大成建設、東洋建設をTOBで完全子会社化へ 洋上風力事業などを強化
2025/08/12

大成建設は8月8日、海洋土木大手の東洋建設をTOB=株式の公開買い付けなどを通じて買収すると発表した。大成は東洋の技術を生かし、今後成長が見込まれる洋上風力事業などを強化する。
買収が実現すれば
業界2位の大林組に迫る規模に
発表によると、大成建設は、TOB=株式の公開買い付けなどを通じて「東洋建設」のすべての株式を取得し、年内に完全子会社化を目指す。買収総額は1600億円規模になる見込み。東洋建設はTOBに賛同を表明した。人手不足や資材価格の高騰などが続くなか、事業規模の拡大によって収益力を強化する。
TOBは8月12日~9月24日に実施し、買い付け価格は1株当たり1750円とする。全ての手続きは12月末に完了する見通し。買収が実現すれば、売上高は2兆3000億円規模になり、建設業界2位の大林組に迫ることになる。
洋上風力分野で
相乗効果に期待
大成建設は24年9月、東京電力ホールディングス、北海道電力と共同で、NEDOの「浮体式洋上風力発電の導入促進に資する次世代技術の開発」の実証に採択された。このプロジェクトは、24年9月から26年3月まで「フルコンクリート製コンパクトセミサブ型浮体」と「トート係留方式」の技術開発に取り組む。
21年11月には、北海道室蘭市と「包括連携協定」を締結している。この協定は、浮体式洋上風力発電に関する技術開発、地域内サプライチェーン構築、および再生可能エネルギー・水素利用を通じたカーボンニュートラルの実現を目的としている。大成建設は、室蘭港祝津埠頭で浮体構造物を開発・製造する施設の設置を計画している。
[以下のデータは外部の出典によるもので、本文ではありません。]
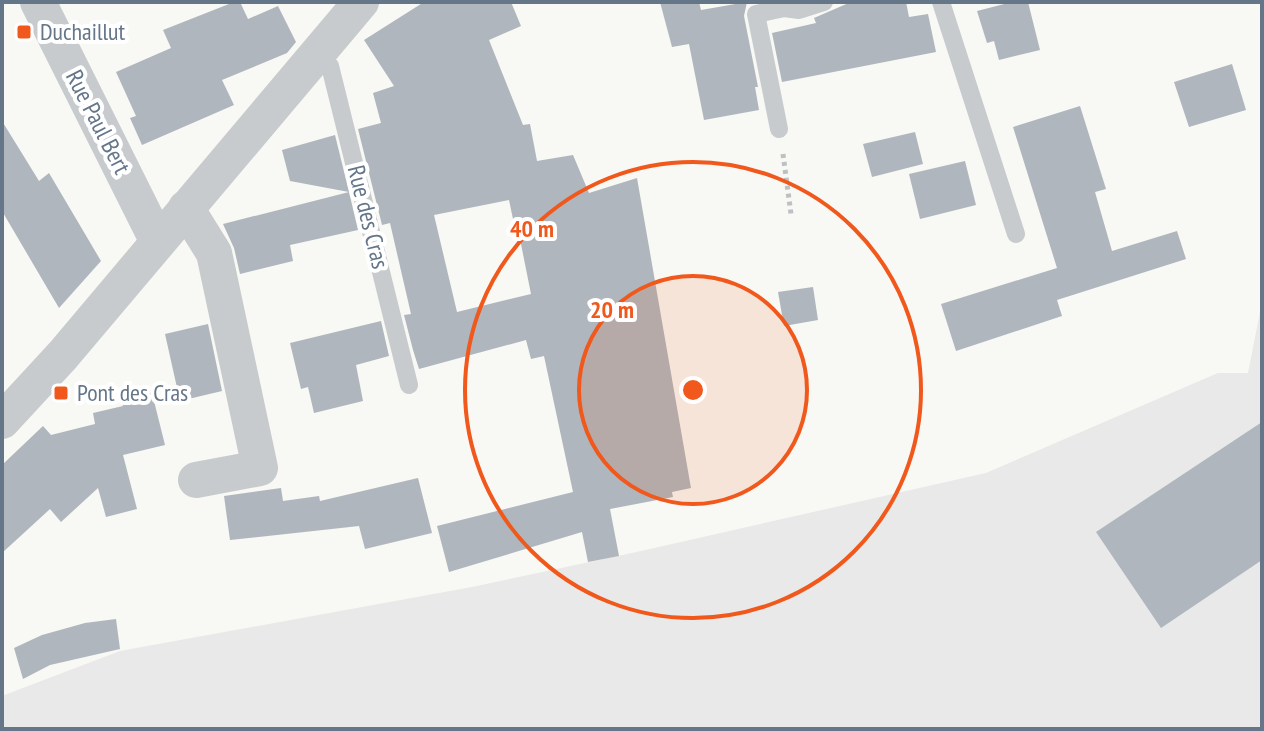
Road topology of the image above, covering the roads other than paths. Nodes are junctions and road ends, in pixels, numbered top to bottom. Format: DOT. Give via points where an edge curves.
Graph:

東洋建設は、洋上風力分野を「成長ドライバー」と位置づけ、2024年4月に洋上風力事業本部を設置して組織体制を強化している。22年2月に商船三井と作業船協業の覚書を締結し、23年6月には洋上風力発電関連のエンジニアリングや施工を手がける共同出資会社を設立している。また、ケーブル敷設船の建造にも着手し、船舶技術・施工力の強化を進めている。
今年2月にはシンガポールのCyan Renewablesと覚書を締結し、外洋施工に必要な船舶・技術リソースの相互活用へと展開している。また、英国SMD社製ROV(遠隔操作無人潜水機)を導入し、海底ケーブルの埋設技術強化に取り組んでいる。
拡大が見込まれる
脱炭素に向けた取り組みに注力
国内最大級の自航式ケーブル敷設船の建造契約を締結(出典 東洋建設)
大成建設の田中会茂義長は、8日の記者会見で「買収によるシナジー(相乗効果)を速やかに発揮できるようにお互い連携して国内外の事業を進めていきたい。今後、拡大が見込まれる脱炭素に向けた取り組みなどに注力してまいりたい」と話した。東洋建設の吉田真也会長は「事業のシナジーはたいへん大きいと判断した」と期待を込めた。
東洋建設をめぐっては、大株主の資産運用会社「ヤマウチ・ナンバーテン・ファミリー・オフィス」が買収を目指したものの実現しなかった経緯がある。東洋建設は、この資産運用会社も大成建設に株式を売却する方針だ。